‘Moderate’ the buzzword in new dietary guidelines

Dustin Mcdonough

In an effort to make it easier for people to eat a healthier diet, a panel of nutrition experts will soon release the revised national dietary guidelines, but at least one expert at Iowa State said she thinks more should be done.

Pam Voelkers, dietitian for ISU Dining Services, said the revisions could be helpful, but other things should be done to help people understand exactly what constitutes a healthy diet.

According to CNN.com, the new guidelines, which will be released to the public soon, recommend that people cut down on foods high in saturated fat, such as meat and dairy products.

Revisions to the guidelines are made every five years to reflect new findings from scientific research.

The current recommendations state that people should maintain a diet “low in fat.” A revision will say an ideal diet would be “moderate in total fat” and low in saturated fat and cholesterol.

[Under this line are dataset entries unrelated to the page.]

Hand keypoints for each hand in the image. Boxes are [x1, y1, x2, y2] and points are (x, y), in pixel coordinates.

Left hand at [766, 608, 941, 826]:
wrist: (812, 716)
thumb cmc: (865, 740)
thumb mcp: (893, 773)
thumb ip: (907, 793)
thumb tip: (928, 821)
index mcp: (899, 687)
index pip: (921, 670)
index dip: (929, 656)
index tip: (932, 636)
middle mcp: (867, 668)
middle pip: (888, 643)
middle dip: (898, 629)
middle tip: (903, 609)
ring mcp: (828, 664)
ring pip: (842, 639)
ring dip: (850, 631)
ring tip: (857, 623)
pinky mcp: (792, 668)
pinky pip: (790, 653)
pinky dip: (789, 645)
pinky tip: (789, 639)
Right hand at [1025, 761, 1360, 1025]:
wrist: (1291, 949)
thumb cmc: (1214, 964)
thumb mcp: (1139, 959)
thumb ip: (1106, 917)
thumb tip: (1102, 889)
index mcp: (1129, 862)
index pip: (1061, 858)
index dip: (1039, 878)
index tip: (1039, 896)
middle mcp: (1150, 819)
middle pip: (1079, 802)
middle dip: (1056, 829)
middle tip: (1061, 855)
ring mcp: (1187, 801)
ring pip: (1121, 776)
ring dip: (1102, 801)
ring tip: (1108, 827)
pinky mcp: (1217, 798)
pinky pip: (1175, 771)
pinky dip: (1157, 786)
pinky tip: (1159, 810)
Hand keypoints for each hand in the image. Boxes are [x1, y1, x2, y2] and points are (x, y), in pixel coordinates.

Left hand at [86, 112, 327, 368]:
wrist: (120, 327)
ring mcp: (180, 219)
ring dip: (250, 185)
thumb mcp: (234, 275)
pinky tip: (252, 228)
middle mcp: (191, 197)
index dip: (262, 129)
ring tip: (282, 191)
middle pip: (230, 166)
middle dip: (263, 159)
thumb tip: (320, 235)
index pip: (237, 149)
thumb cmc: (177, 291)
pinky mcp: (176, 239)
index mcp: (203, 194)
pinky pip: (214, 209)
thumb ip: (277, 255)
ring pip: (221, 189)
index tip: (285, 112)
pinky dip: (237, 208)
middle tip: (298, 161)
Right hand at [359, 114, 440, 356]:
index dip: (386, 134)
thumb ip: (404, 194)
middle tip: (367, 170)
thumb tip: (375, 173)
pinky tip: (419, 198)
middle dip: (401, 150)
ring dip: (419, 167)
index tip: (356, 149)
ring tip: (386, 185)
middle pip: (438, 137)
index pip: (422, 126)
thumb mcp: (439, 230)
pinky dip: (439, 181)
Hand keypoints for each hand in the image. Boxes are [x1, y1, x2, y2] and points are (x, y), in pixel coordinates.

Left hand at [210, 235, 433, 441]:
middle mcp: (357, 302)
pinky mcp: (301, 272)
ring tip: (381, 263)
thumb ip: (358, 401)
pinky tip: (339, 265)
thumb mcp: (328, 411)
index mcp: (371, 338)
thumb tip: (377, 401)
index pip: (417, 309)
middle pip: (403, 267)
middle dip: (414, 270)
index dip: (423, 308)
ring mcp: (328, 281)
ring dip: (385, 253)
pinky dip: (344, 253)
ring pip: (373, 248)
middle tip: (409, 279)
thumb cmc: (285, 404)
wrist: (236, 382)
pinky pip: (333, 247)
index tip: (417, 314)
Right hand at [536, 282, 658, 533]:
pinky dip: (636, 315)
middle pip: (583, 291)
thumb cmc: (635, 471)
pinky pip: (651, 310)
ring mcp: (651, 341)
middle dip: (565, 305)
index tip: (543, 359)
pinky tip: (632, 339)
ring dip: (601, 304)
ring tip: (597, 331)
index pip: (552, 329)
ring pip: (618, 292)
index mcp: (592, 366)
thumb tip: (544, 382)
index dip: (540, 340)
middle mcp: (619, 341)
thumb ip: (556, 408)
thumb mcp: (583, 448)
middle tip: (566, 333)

Research done by the food industry has shown that people are turned off when they see the term low-fat. According to CNN.com, the nutrition experts making the revisions hope recommending a diet “moderate in fat” will be easier for people to take.

Voelkers said the revisions could be helpful, although she said consuming too much fat is not the only problem that exists.

“Some people think they shouldn’t consume any fat,” she explained. “That’s not good either, because then they aren’t absorbing their fat-soluble vitamins.”

Changing the wording from “low-fat” to “moderate-fat” might encourage people who are consuming too little fat to take in the amount they should, Voelkers said.

She said in addition to guideline revisions, other work should be done to inform people about how to maintain a healthy diet.

“The general public doesn’t know about these guidelines,” she said, “and no one has told people what ‘moderate in fat’ means. Someone should say that ‘this or that’ is an example of a diet which is moderate in fat.”

Other changes to the recommendations specify exactly what types of people would benefit from moderate alcohol consumption.

According to the current guidelines, “moderate drinking is associated with a lower risk for coronary heart disease in some individuals,” but it is never specified who those individuals are. The revision will state men older than 45 and women older than 55 are the age groups who benefit from moderate alcohol use and that moderate drinking offers “little health benefit for younger people.”

Moderate drinking is defined as one drink per day for women and two drinks for men.

Voelkers said that particular revision will be especially good for students.

“Some students might hear about the current guideline and think that it is OK to drink moderately, but many of them probably don’t realize that the studies show only middle-aged people benefit from it,” she said. “It’s good to specify that.”

Martha Severson, coordinator of food control service for ISU Dining Services, said she did not think the revisions would affect Dining Services very much since it is not mandatory that ISU’s food service follow the standards.

“We offer a wide variety of foods, allowing students to choose whatever diet they want,” she said. “We encourage them to eat a healthy diet, but we’re not public schools, which are required to adhere to the guidelines because the meals are federally funded.”

Severson said the revisions might affect how individual dietitians counsel students on eating healthy, although all students have different nutritional needs.

“Each student has different needs and their diet can be tailored to meet those needs,” she said.